True it is, my dear friend, I know that this dark and bloody picture will prostrate every nerve of your tender form; and painful and heart-sickening as it is for me to think of, let alone pen anything in connection with that revolting murder, but duty to you, duty to the country, duty to a broken and violated law, duty to bleeding and down-trodden humanity, duty to a correct history in connection with the dark and bloody code of the order of the High Priesthood of the Utah Mormons, and above all, duty to the fair reputation of a brother officer engaged in the faithful discharge of his duty, and one who fell in the noonday of life at the hands of an organized band of systematic pirates, robbers, and murderers, and whose blood yet cries to heaven for a witness to attest in thunder-tines the dread but sad and solemn truth connected with his tragic fate, all seem to require that when I answer his wife, the companion of his youth, who so naturally applies to the man, of all others, possessed of the legal truths connected with this history, and I could tell them precisely as they are, and not suppress any part thereof.

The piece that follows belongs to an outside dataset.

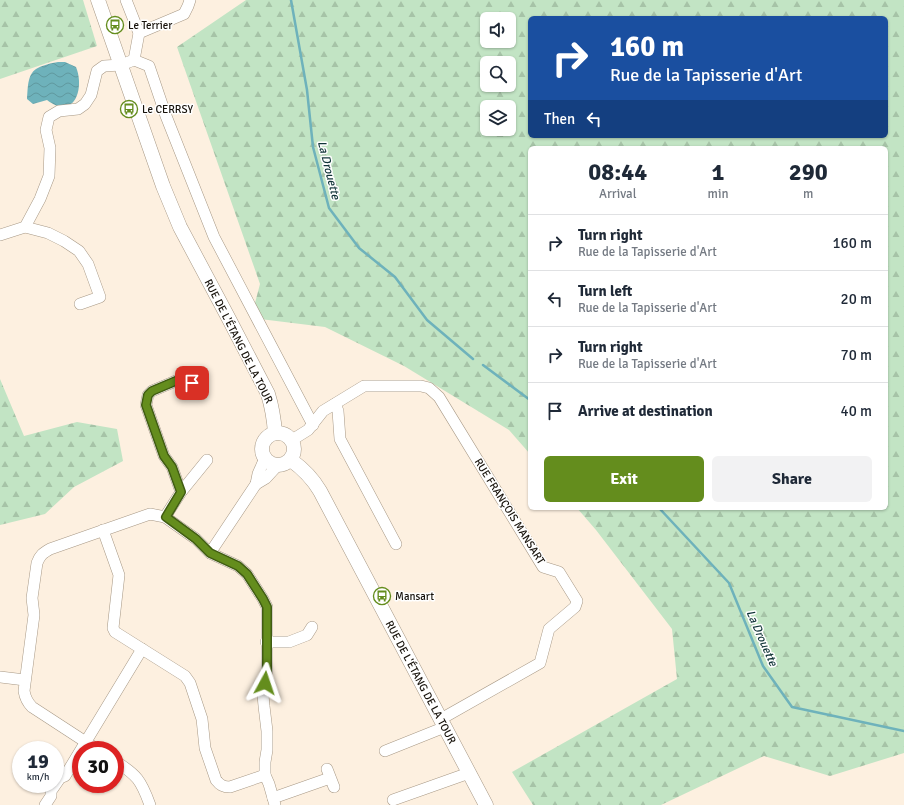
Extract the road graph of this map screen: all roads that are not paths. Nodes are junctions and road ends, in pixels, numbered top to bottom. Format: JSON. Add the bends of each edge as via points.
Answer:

I can well imagine, Madam, your long sufferings and anxieties relative to the death of your husband, and I most truly assure you that your conclusions relative to his death were well founded. I leave you and all others to conclude whether I am not fully justified in my conviction in the premises, and whether I could have rationally come to any other conclusion than the one to which I here refer, as well as in my letter of resignation to Attorney-General Black. With an ardent desire that you may live to a ripe old age, enjoy all the blessings which this life can afford, and, above all, in that list of blessings, good health, live to see the day when the foul stain of Mormon oppression and tyranny shall be effectually checked in this our happy country, your husband's untimely death vindicated by the courts and laws of the land, and, after death, in that Grand Lodge above be re-united to the partner and companion of your youth.
W. W. Drummond.
As previously mentioned, the actual roots of the “Utah War” go much deeper than the events that occurred in the Utah Territory between 1847 and 1858. And, this "war" between the Mormons of Utah and the "Christian Gentiles” of America actually has nothing to do with “religious persecution” at all, which is what the Mormons allege today. This claim is actually an outrage, and is simplistic in its attempt to deflect any responsibility for their-own actions. It’s also important to understand that the subject matter contained within this chapter spans the relatively short period of only 10-years, between 1847 and 1858. In order to gain a better understanding of the significance of these events, they must be placed in context with the other wars and conflagrations that the Mormons were previously involved in at Palmyra and Fayette, New York in 1831, Kirtland, Ohio between 1831 and 1838, western Missouri between 1831 and 1839 and Nauvoo, Illinois between 1840 and 1845. Only after doing this is it plain to see that the “Utah War” was just another Mormon conflict among many, whose real aim was independence from America. Until the underlying theological foundations of the Mormon Church are fully understood, which prophecy that America will one day become a "Mormon Kingdom of Zion" whose choice for acceptance, Joseph Smith proclaimed, is “...the church or the sword”, there may never be a resolution for this conflict.